Level 4 — Calculus & Optimization Drills
Two drills from the quant-from-scratch roadmap Level 4 homework. Calculus is the language of change, and every optimizer underneath every model in this project is doing some form of gradient descent. This level is about understanding what the machinery is actually doing so we can reason about when it breaks.
Drill 1 — Gradient descent from scratch on Rosenbrock
Script: ../scripts/level_4_gradient_descent.py
Setup: The Rosenbrock function f(x,y) = (1-x)² + 100(y - x²)² has a known minimum at (1, 1) with f = 0. It’s smooth but has a narrow curved valley, which means naive gradient descent bounces against the walls instead of sliding along the floor. We implement three optimizers by hand — vanilla GD, momentum GD, and Adam — all using the analytical gradient. No torch, no scipy.

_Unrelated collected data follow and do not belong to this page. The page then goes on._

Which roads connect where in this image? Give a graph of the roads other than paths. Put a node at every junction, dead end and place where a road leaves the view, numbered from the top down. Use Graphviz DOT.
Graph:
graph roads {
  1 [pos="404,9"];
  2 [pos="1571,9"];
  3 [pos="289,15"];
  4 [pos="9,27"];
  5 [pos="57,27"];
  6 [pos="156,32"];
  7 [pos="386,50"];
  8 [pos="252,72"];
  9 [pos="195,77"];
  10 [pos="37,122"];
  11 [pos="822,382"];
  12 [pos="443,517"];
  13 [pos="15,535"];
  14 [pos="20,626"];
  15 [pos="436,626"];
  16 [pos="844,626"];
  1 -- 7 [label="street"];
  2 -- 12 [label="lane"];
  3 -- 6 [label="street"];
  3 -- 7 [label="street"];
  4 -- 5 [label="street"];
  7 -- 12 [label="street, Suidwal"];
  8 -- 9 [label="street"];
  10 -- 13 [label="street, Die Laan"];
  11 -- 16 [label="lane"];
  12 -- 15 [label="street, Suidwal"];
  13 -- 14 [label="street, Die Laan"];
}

Analytical gradient (derived from the chain rule):
∂f/∂x = -2(1-x) - 400x(y - x²)
∂f/∂y = 200(y - x²)
Results (5,000 steps from starting point (-1.5, 2.5)):
Vanilla GD final=(0.91407, 0.83517) f=0.007396 dist_to_min=0.18588
Momentum GD final=(0.98932, 0.97870) f=0.000114 dist_to_min=0.02383
Adam final=(0.99622, 0.99245) f=0.000014 dist_to_min=0.00844
Interpretation:
- Vanilla GD makes it to the valley but can’t navigate the curve well. After 5,000 steps it’s still 0.19 away from the minimum. If we cranked the learning rate higher, it would oscillate and diverge. This is the “bouncing against the valley walls” failure mode that motivates momentum.
- Momentum GD (β=0.9) dampens oscillations by accumulating a velocity vector. Final distance 0.024 — about 8× better than vanilla.
- Adam combines momentum with per-parameter adaptive learning rates. Final distance 0.008 — best by far. This is why Adam is the default in basically every modern deep learning codebase.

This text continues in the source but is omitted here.